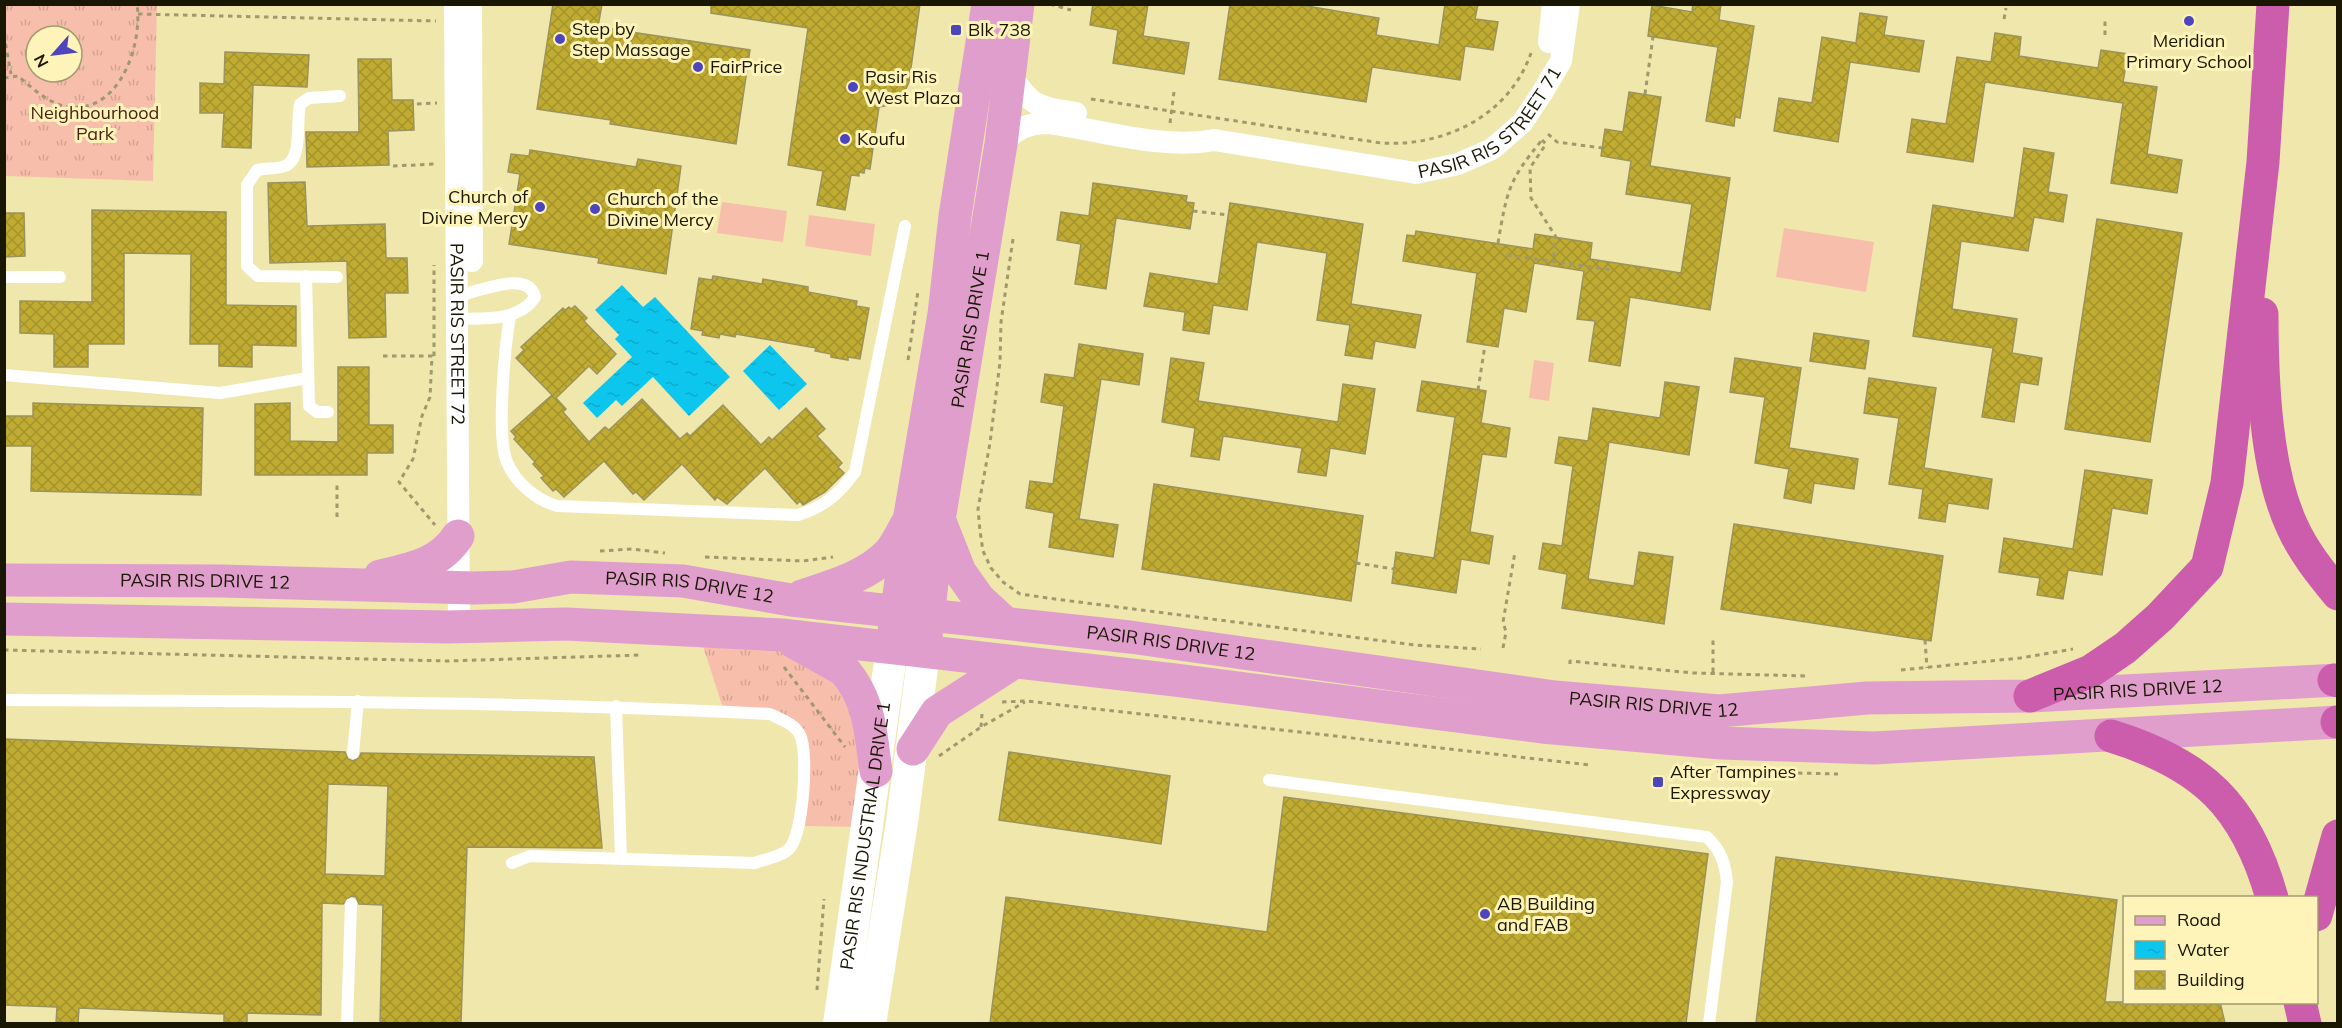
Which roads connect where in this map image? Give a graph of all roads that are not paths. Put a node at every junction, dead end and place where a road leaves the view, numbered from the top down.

──────────

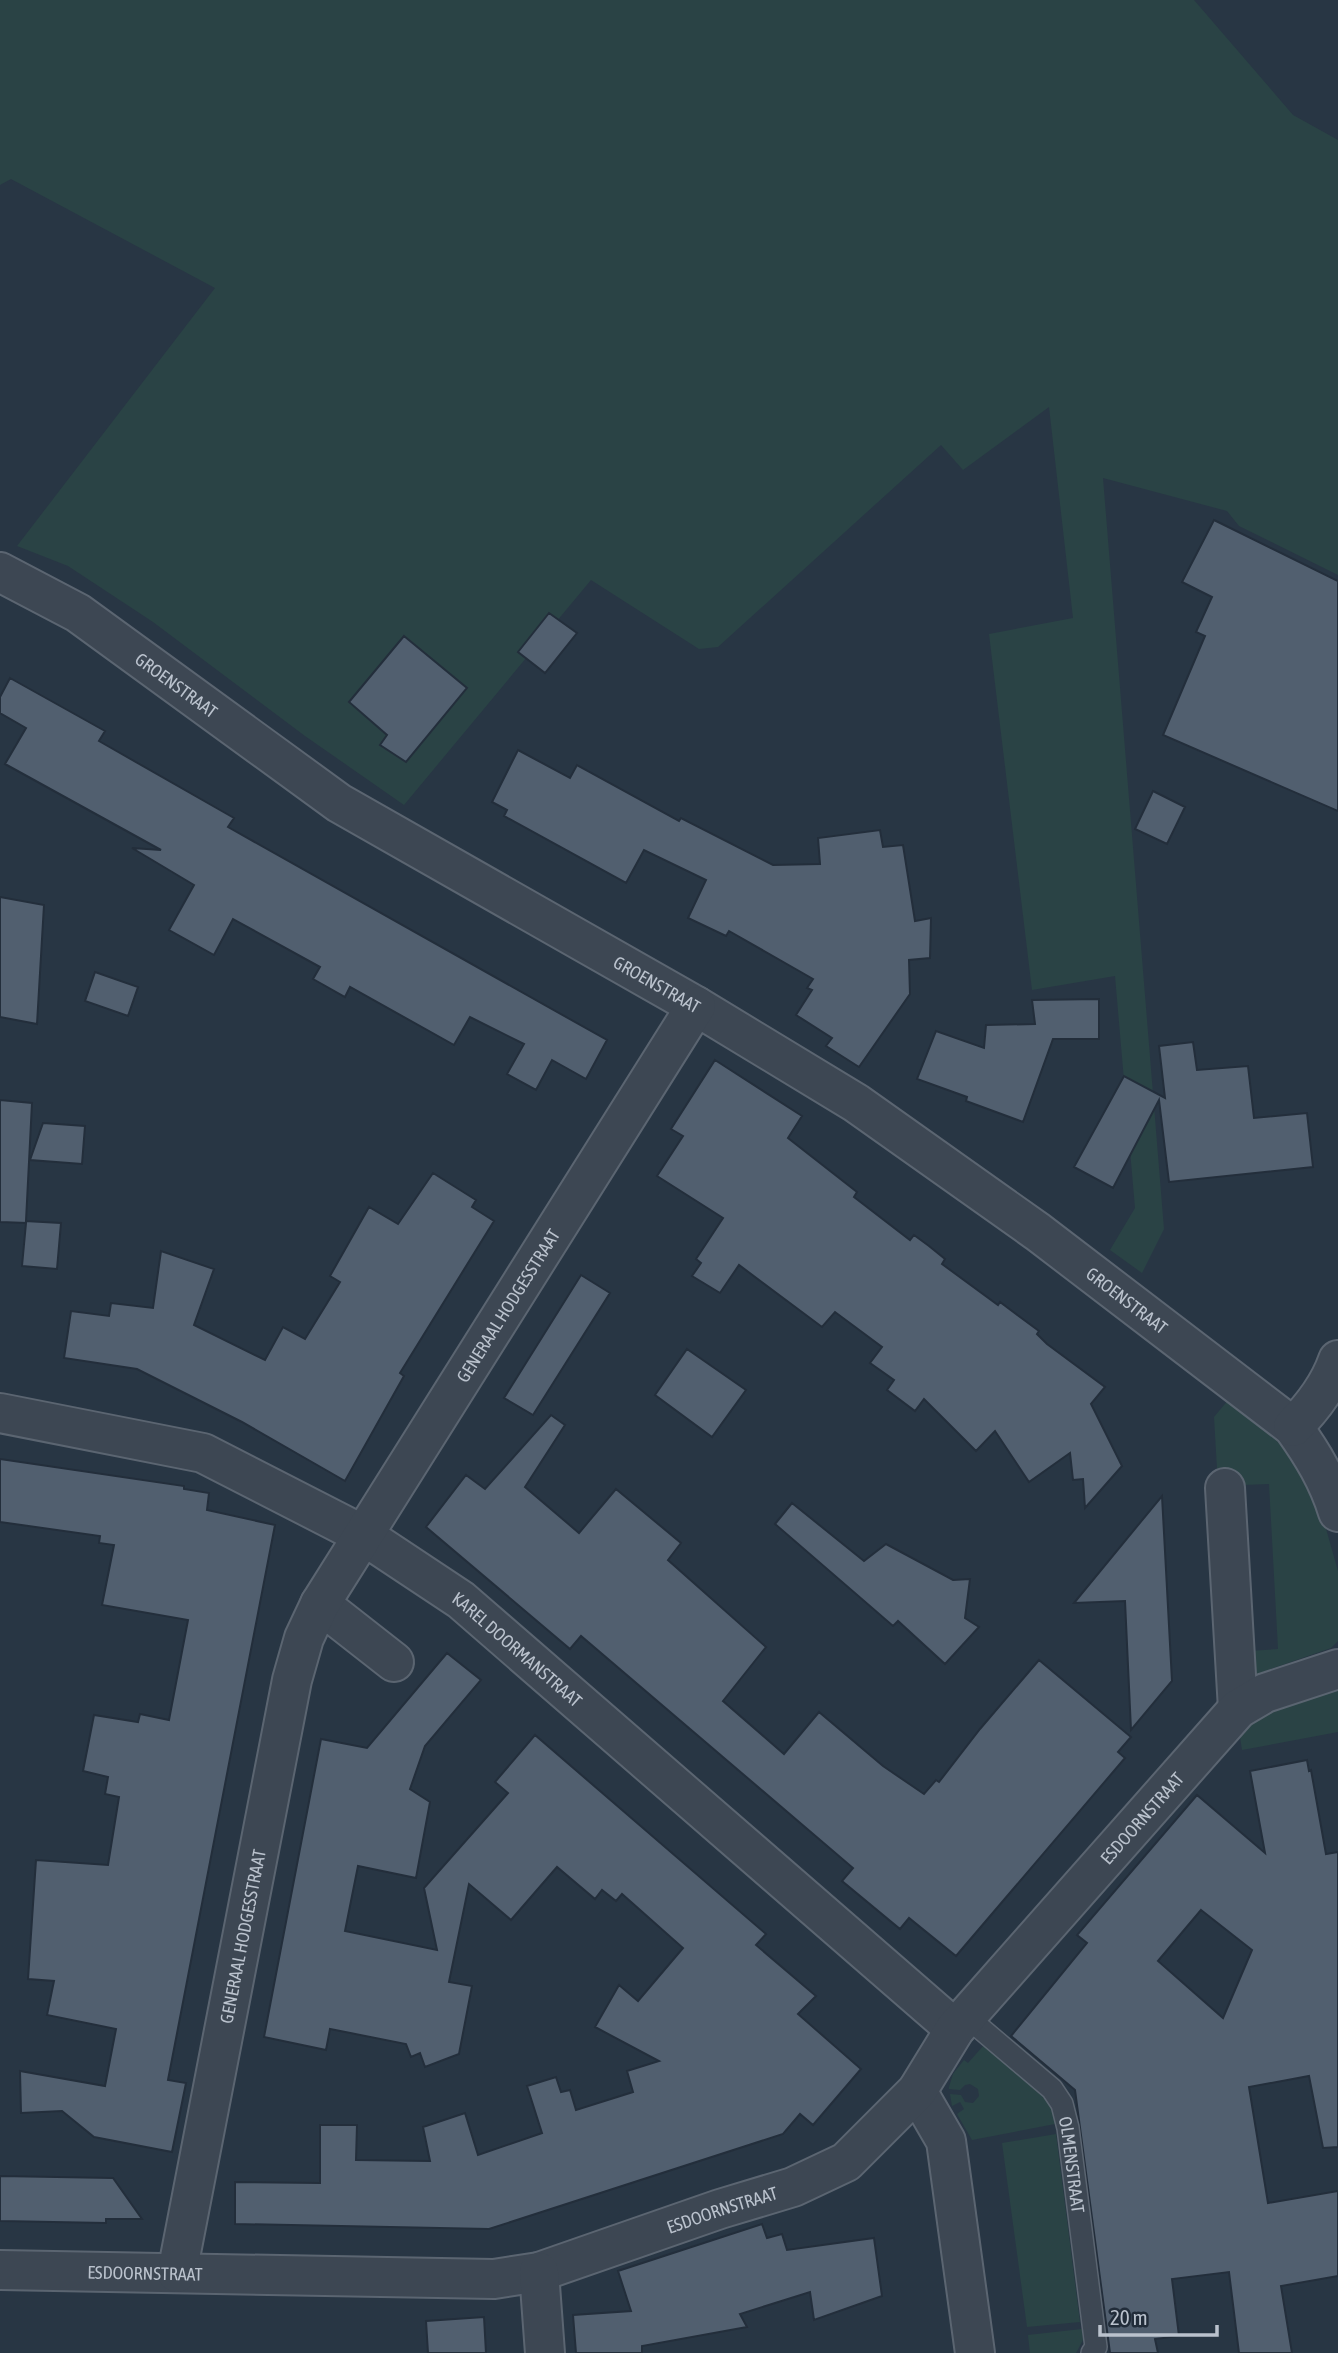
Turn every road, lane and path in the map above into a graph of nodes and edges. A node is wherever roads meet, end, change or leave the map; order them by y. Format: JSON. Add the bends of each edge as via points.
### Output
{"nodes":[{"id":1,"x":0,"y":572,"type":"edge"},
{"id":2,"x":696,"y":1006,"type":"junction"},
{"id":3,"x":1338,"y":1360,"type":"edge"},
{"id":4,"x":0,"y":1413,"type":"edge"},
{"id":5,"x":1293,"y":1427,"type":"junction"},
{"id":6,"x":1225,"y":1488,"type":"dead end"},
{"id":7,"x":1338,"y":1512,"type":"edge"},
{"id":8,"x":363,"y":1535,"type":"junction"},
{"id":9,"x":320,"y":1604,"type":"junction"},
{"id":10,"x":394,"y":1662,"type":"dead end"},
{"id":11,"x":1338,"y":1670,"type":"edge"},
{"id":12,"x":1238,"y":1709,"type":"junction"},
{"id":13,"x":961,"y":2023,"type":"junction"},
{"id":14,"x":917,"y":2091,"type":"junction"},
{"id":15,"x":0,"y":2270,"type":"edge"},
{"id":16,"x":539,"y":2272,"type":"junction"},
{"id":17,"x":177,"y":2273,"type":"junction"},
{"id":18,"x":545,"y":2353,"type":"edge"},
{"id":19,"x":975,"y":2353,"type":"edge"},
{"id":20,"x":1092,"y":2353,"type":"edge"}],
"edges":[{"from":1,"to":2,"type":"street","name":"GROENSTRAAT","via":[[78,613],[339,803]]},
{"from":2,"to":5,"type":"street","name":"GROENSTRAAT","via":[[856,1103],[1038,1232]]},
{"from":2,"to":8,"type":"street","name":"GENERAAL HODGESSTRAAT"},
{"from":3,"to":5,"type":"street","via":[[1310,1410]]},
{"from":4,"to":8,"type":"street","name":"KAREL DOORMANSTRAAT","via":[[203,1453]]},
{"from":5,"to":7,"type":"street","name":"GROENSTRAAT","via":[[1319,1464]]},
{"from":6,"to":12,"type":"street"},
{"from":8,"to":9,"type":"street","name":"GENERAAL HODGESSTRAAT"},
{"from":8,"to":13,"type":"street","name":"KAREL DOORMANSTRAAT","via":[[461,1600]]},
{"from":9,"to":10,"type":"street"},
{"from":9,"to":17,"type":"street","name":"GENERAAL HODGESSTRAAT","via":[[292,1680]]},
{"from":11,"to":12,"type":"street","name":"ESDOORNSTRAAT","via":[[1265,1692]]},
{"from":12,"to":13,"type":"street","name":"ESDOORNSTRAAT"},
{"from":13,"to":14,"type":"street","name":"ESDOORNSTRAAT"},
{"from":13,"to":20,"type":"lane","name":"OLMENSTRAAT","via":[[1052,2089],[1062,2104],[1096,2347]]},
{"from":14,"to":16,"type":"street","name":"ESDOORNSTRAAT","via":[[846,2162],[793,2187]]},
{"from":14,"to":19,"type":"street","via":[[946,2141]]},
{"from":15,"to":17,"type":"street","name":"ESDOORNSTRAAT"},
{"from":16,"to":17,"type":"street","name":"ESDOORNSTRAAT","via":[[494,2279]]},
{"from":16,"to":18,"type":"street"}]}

──────────

Search the records for lines holding the word "every", then copy each line you find.

• _TASK ANSWER_:
Which roads connect where in this map image? Give a graph of all roads that are not paths. Put a node at every junction, dead end and place where a road leaves the view, numbered from the top down.
Turn every road, lane and path in the map above into a graph of nodes and edges. A node is wherever roads meet, end, change or leave the map; order them by y. Format: JSON. Add the bends of each edge as via points.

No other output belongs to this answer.